Within each operation group, keys are sorted alphabetically:

```ruby
a = {d: 1, c: 1,       a: 1}
b = {d: 2,       b: 2, a: 2}

diff = Hashdiff.diff(a, b)
diff.should == [["-", "c", 1], ["~", "a", 1, 2], ["~", "d", 1, 2], ["+", "b", 2]]
```

Setting :preserve_key_order to true processes keys in the order they appear in the first hash.
Keys that only exist in the second hash are appended in their original order:

```ruby
a = {d: 1, c: 1,       a: 1}
b = {d: 2,       b: 2, a: 2}

diff = Hashdiff.diff(a, b, preserve_key_order: true)
diff.should == [["~", "d", 1, 2], ["-", "c", 1], ["~", "a", 1, 2], ["+", "b", 2]]
```

#### Specifying a custom comparison method

It's possible to specify how the values of a key should be compared.

```ruby
a = {a:'car', b:'boat', c:'plane'}
b = {a:'bus', b:'truck', c:' plan'}

diff = Hashdiff.diff(a, b) do |path, obj1, obj2|
  case path
  when  /a|b|c/
    obj1.length == obj2.length
  end
end

diff.should == [['~', 'b', 'boat', 'truck']]
```

The yielded params of the comparison block is `|path, obj1, obj2|`, in which path is the key (or delimited compound key) to the value being compared.
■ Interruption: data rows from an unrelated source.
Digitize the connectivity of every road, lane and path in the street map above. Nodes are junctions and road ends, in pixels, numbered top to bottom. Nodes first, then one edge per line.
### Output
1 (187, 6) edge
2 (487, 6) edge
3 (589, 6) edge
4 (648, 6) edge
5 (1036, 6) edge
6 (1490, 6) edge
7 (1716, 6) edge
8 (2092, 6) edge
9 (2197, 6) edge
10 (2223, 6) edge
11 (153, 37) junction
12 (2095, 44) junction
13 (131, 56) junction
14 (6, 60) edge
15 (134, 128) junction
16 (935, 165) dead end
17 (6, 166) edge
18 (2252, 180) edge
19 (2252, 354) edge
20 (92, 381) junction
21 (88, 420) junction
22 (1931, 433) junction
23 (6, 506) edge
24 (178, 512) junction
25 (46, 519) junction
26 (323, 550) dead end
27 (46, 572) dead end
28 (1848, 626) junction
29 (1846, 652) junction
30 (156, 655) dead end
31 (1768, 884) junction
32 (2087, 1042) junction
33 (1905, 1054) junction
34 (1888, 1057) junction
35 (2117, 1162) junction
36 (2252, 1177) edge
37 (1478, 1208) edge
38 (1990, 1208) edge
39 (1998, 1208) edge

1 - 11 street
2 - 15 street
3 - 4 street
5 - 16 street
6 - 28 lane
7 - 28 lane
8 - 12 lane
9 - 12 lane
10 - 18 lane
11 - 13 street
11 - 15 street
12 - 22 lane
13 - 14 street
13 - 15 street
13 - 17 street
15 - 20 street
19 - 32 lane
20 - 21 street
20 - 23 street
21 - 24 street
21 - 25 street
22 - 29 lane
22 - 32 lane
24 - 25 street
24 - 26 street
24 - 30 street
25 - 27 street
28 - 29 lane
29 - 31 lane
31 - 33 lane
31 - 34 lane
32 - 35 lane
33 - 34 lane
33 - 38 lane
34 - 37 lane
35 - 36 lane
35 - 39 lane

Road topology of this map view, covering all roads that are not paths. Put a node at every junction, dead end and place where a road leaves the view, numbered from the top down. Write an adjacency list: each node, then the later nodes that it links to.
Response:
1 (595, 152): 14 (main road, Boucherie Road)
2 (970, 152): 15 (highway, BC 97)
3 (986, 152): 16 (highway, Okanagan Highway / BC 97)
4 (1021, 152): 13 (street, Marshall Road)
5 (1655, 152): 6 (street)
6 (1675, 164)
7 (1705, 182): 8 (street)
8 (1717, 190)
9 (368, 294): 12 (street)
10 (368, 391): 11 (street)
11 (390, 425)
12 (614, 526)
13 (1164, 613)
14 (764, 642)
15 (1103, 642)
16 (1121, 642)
When comparing elements in array, the path is with the format `array[*]`. For example:

```ruby
a = {a:'car', b:['boat', 'plane'] }
b = {a:'bus', b:['truck', ' plan'] }

diff = Hashdiff.diff(a, b) do |path, obj1, obj2|
  case path
  when 'b[*]'
    obj1.length == obj2.length
  end
end

diff.should == [["~", "a", "car", "bus"], ["~", "b[1]", "plane", " plan"], ["-", "b[0]", "boat"], ["+", "b[0]", "truck"]]
```

When a comparison block is given, it'll be given priority over other specified options. If the block returns value other than `true` or `false`, then the two values will be compared with other specified options.

When used in conjunction with the `array_path` option, the path passed in as an argument will be an array. When determining the ordering of an array a key of `"*"` will be used in place of the `key[*]` field. It is possible, if you have hashes with integer or `"*"` keys, to have problems distinguishing between arrays and hashes - although this shouldn't be an issue unless your data is very difficult to predict and/or your custom rules are very specific.

#### Sorting arrays before comparison

An order difference alone between two arrays can create too many diffs to be useful. Consider sorting them prior to diffing.

```ruby
a = {a:'car', b:['boat', 'plane'] }
b = {a:'car', b:['plane', 'boat'] }

Hashdiff.diff(a, b).should == [["+", "b[0]", "plane"], ["-", "b[2]", "plane"]]

b[:b].sort!

Hashdiff.diff(a, b).should == []
```

## Maintainers

- Krzysztof Rybka ([@krzysiek1507](https://github.com/krzysiek1507))
- Fengyun Liu ([@liufengyun](https://github.com/liufengyun))

## License

Hashdiff is distributed under the MIT-LICENSE.